Genesis is one of the few names in the SSA top 100 where parents are picking a concept rather than a person. The Greek word for origin or beginning, the title of the first book of the Hebrew Bible, the name of a 1970s rock band — Genesis carries multiple layers of cultural meaning, and parents picking it in 2025 are usually picking at least two of them.
From Greek noun to American girl name
Genesis comes from the Greek genesis (γένεσις), meaning origin, source, or birth. The Greek noun was used as the title of the first book of the Septuagint translation of the Hebrew Bible (originally called Bereshit, in the beginning), and through that route it entered Christian and Jewish vocabulary across the Roman world. The English title Genesis has been standard since the King James translation of 1611.
As a given name, Genesis is almost entirely a modern American invention. It did not appear in the SSA top 1000 until the 1980s and only crossed into the top 100 in the early 2010s. The peak came in 2016 at No. 60, and the name has held within ten places of that peak ever since.
The Hispanic-American driver
Genesis's growth has been disproportionately driven by Hispanic-American naming. In Spanish-speaking communities, Génesis is pronounced HEH-neh-sees with a soft G and reads as a fully Spanish name despite its Greek root. The cross-cultural readability has helped the name climb steadily across both English and Spanish-language American households.
For Hispanic-American families specifically, Genesis fits a register of meaningful Christian-anchored girls' names that includes Aurora, Esperanza, and Milagros. The name reads as religiously serious without being archaic, modern without being secular. That register is rarer in mainstream English-language American naming, which is part of why Genesis stands out.
Counter-reading: the meaning-as-statement question
Genesis is one of the most explicitly meaning-driven names in the current SSA top 100. Parents picking it are usually consciously naming for the concept of origin, beginning, or new life.
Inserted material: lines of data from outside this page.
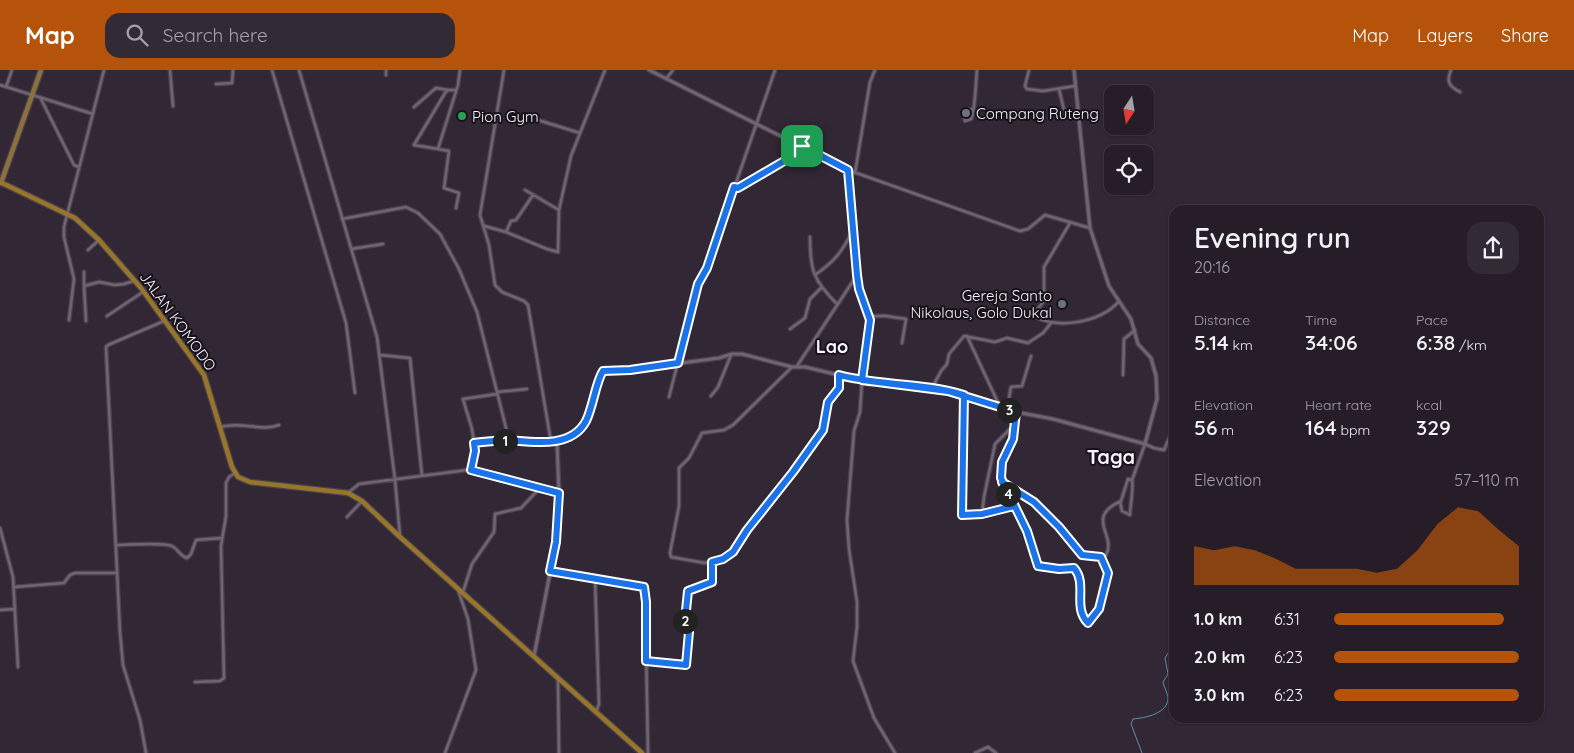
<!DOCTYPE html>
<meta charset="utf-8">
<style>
:root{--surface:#261d28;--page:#322a34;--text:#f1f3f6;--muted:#a4a2a8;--line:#423b45;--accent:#b45309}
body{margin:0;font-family:Quicksand,sans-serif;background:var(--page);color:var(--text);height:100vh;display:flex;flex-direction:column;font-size:19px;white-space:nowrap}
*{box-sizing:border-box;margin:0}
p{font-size:16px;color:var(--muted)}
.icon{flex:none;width:28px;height:28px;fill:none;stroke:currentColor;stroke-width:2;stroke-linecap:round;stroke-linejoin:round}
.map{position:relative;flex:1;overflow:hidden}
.drawer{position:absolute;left:1169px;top:135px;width:375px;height:518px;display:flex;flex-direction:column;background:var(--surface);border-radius:15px;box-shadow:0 1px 4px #0004,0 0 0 1px var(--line)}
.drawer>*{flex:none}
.needle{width:32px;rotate:192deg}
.controls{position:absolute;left:1104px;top:15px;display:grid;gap:10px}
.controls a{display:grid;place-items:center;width:50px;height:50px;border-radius:10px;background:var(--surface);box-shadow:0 1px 4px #0004,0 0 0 1px var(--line);font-size:25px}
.pin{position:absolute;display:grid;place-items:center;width:42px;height:42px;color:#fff;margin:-21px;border-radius:10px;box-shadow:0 2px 8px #0006}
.km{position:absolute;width:25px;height:25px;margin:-12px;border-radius:50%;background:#222;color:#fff;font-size:14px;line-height:25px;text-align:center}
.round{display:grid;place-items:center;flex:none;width:52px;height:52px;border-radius:15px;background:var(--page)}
.head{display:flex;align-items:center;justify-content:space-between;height:85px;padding:0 25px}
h1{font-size:28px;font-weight:600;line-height:38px}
.metrics{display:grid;grid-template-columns:repeat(3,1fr);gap:8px;height:85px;padding:5px 25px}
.metrics div{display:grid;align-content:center}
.metrics b{font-size:21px;font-weight:600}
.metrics small{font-size:14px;font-weight:400}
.metrics p{font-size:14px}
.chart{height:140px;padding:10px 25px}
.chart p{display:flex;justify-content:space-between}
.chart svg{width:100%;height:90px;margin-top:5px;fill:var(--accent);opacity:.7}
ul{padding:0 25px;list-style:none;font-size:16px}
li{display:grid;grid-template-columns:80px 60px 1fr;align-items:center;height:38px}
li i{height:12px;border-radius:6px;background:var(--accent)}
header{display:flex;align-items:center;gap:30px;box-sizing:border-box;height:70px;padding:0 25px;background:var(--accent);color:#fff}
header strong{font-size:24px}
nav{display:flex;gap:28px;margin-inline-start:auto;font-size:18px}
.search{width:350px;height:45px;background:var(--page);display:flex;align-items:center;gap:12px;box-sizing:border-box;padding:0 18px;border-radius:15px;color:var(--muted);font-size:19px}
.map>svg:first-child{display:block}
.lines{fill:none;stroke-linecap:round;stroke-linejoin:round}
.stream{stroke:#5f92aa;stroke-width:1}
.minor-casing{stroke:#4b424e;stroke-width:5}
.tertiary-casing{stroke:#4b424e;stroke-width:5.5}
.primary-casing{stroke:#4b424e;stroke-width:7}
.trunk-casing{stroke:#4b424e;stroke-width:7}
.minor{stroke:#706374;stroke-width:2.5}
.tertiary{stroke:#706374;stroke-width:3}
.primary{stroke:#8d713c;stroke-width:4.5}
.trunk{stroke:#977629;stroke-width:4.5}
.route-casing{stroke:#fff;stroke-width:10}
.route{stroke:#1a73e8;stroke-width:6}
.worship-dot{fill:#6b7280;stroke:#171219;stroke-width:2}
.leisure-dot{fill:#2e9e5b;stroke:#171219;stroke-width:2}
.labels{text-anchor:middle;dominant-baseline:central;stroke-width:4;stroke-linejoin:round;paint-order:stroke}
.poi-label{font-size:15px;fill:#f9f2fc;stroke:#171219;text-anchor:start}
.street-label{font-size:15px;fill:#f9f2fc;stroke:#171219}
.quarter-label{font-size:18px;font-weight:bold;fill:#f9f2fc;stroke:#171219}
.district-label{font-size:20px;font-weight:bold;fill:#f9f2fc;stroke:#171219}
</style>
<header>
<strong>Map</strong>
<div class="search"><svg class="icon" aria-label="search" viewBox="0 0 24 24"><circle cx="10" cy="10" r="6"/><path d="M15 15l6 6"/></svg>Search here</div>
<nav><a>Map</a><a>Layers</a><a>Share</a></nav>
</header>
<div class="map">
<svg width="1574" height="683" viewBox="0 0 1574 683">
<rect width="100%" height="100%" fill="#322735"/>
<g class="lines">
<path class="stream" d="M1142,683L1131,654L1133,649C1144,648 1169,644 1168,627C1167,622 1164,617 1163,612L1168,604L1165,588L1174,574"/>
<defs>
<path id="minor" d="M170,0L173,36
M272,0L346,253L355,323
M299,0L377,267L395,410L400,466
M504,0L480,145L489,175L495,215L502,222L524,231L528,235L551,372
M1029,0L1025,16L1027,19L1043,21L1075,16
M1451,0C1446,12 1449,16 1460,22
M386,5V0
M666,9L673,0
M216,14L232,13L233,0
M0,15L93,44
M6,17L12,0
M1059,19L1065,44
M41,29L74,95L79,97
M414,37L436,18L448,20
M973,39L968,40L964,44L965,51L971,49C975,43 976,10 977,0
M538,50L580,63
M438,79L414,75L445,23L448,20H455
M848,100L1020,161L1028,159L1045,145L1090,158
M855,103L870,12L875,0
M734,117L738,118L790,88L802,76
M525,120L559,140
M456,138L459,123L444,118L449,81L438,79L458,15L460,0
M342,149L406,137L418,143L440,164L459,199L477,242L509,370L557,372
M1070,153L1044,197V231L1033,245C1055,261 1103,252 1119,231
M484,156L506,162L547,179L558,182L559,140L571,86L605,0
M506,162L511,151L516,150L533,125
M810,167C810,200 813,210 837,234
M351,179L383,174
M88,180L99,170
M815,205C835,191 842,182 853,160
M84,216V202
M107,246L143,222
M869,246H886L906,249L902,273
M69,250L74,209L64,167V157L104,0
M86,251L84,216L99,212L115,215L124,214L134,211
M790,259L805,248L810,229L821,218
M967,266L1000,337
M380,285L410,288L422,406
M797,296L857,205
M792,297L733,355L724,360L702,363L689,388L679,398V436L670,483L671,487L705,493L723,489L733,482L747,460L793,402L823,360L828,331L839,318V305
M1123,305L1124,269L1135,260
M862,310L860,342L854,361L847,450L849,479L857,532V557L853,591L874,648L895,683
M932,318L941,301L947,294L949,284L964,266L995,272L1007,268L1028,273L1043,263L1051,253
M497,322L527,319
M964,325L962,445L982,444L1014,436
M711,326L718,317L731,285
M669,327L698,214L707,197L775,0
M1007,339L1011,317L1022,316L1031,286
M1016,342C1015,351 1014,361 1012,370C1009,387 997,391 1002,412L1034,432L1059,457L1082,485L1099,488L1106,485C1117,465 1084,448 1121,431L1128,409L1132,410
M221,357C241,351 261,362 279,355
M474,373L509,370
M471,400L475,379L472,359L463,329L497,324
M1003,414L1027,461L1037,495L1059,499L1074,497C1088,514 1071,541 1090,554
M348,423L359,414L467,400L559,423
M1120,432L1122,441L1130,445C1130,437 1134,415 1132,410L1145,374L1154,378L1164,380L1174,357
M982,444L984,427L995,374L1014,355
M347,447L362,431
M0,458L13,507L18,597
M116,475C128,475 162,472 172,476C178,479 180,486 187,488L191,484L196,470L222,468
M550,501L595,509L599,634L596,642
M595,509L642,516L645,520L648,683
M14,517L64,513L70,505L75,503H117
M463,522L472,494L494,462L495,444L521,438L539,419
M0,540L15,539
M1088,553L1095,546L1101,535L1108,503L1101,487
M646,591L687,595L689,561L685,550L688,523L712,512V493
M558,608L559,683
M195,612L220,611L224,608L221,476L226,446V413L229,407L235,403
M146,683L140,650L123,595L120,562L106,277L108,275L164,251
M445,683L476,600L468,549L458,520
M975,683L988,677L996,683"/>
<path id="tertiary" d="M649,0L848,100L857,205L859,219L870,250L862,310
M534,586L556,472L559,423L557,372C589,359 595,335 601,303L606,300H630L719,288L732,284H742L792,297H805L847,307L949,321L1016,342L1053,349L1145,374L1157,329L1156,306L1151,288L1138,274L1131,249L1109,216L1090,158L1074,0"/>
<path id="primary" d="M1,113L41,0"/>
<path id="trunk" d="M0,112L75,148L99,170L141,218L204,305L232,397L238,407L250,412L348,423L362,431L400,467L642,683"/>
</defs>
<use href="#minor" class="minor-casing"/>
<use href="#tertiary" class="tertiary-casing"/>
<use href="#primary" class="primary-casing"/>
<use href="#trunk" class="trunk-casing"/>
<use href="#minor" class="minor"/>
<use href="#tertiary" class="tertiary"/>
<use href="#primary" class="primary"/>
<use href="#trunk" class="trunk"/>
</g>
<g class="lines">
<defs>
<path id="route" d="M802,76L791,87L738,118L734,117L707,198L698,214L678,293L630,300L603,301C596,311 593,337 586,351C571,379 533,372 508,370C498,370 484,372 474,373L475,381L471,400L559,423L556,472L550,501L644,517L646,532V591L686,595L689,562L685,550L688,521L712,512V492L723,489L733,482L747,460L793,402L823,360L828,332L839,318V305C849,308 860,309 870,311L948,321L1016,342L1013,369L1002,392L1001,408L1027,461L1038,496L1059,499L1074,498C1088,514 1072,537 1088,553L1099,539L1108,503L1101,487L1082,485L1059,457L1034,432L1002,412L1014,436L982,444L962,445L964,325C931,315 896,315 862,310L870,250L859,219L857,205L848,100L802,76"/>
</defs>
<use href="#route" class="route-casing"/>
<use href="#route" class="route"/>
</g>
<g class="worship-dot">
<circle cx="966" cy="43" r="5"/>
<circle cx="1062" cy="234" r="5"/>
</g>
<circle class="leisure-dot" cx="462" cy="46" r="5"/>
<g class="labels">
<g class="poi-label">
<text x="976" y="43">Compang Ruteng</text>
<text x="472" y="46">Pion Gym</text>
<text x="1052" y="225" text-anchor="end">Gereja Santo<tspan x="1052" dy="17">Nikolaus, Golo Dukal</tspan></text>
</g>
<g class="street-label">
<text transform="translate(178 251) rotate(54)">JALAN KOMODO</text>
</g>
<g class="quarter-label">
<text x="832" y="276">Lao</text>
</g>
<g class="district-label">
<text x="1111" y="386">Taga</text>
</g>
</g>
</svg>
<div class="controls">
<a><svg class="needle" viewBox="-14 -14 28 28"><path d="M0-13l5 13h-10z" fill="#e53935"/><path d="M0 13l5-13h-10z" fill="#a4a2a8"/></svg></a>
<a><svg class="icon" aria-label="locate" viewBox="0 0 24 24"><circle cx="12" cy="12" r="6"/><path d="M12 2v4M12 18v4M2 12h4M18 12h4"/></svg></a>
</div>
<div class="pin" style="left:802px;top:76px;background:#1e9e55"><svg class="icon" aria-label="arrive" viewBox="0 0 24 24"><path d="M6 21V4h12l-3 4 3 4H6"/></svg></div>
<b class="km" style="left:505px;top:371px">1</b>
<b class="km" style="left:685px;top:551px">2</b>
<b class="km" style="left:1009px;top:340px">3</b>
<b class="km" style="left:1008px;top:424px">4</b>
<section class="drawer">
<div class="head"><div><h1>Evening run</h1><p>20:16</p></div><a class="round"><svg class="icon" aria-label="share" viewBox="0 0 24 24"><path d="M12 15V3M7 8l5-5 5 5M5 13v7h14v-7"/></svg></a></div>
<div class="metrics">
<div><p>Distance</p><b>5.14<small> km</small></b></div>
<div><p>Time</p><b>34:06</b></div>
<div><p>Pace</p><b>6:38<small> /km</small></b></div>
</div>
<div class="metrics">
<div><p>Elevation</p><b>56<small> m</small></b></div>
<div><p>Heart rate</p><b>164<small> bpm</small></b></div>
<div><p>kcal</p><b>329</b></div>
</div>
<div class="chart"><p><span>Elevation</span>57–110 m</p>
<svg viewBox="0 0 160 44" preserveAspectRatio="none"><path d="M0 44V25L10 27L20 25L30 27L40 31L50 36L60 36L70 36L80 36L90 38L100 36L110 27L120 14L130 6L140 8L150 17L160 25V44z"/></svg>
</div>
<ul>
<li><b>1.0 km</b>6:31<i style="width:92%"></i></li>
<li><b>2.0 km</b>6:23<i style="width:100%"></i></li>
<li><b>3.0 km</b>6:23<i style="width:100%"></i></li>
</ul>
</section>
</div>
That intentionality cuts in both directions. Some readings see it as fresh and powerful; other readings see it as too on-the-nose, the way some parents avoid Faith or Hope as feeling more like statements than names.
The honest reading is that Genesis has held its top-100 position for over a decade, which means the name has converted from concept-as-statement into normal naming vocabulary. The bearer carries the meaning lightly because everyone in her cohort meets multiple Genesises and the name registers as a name first.
For sibling pairs, Genesis works alongside other concept-or-meaning-anchored girls' names: Genesis and Aurora, Genesis and Trinity, Genesis and Eden. Middle-name combinations tend toward classic and short for balance: Genesis Rose, Genesis Grace, Genesis Marie. The broader Greek-origin names category remains a quietly active source of distinctive picks.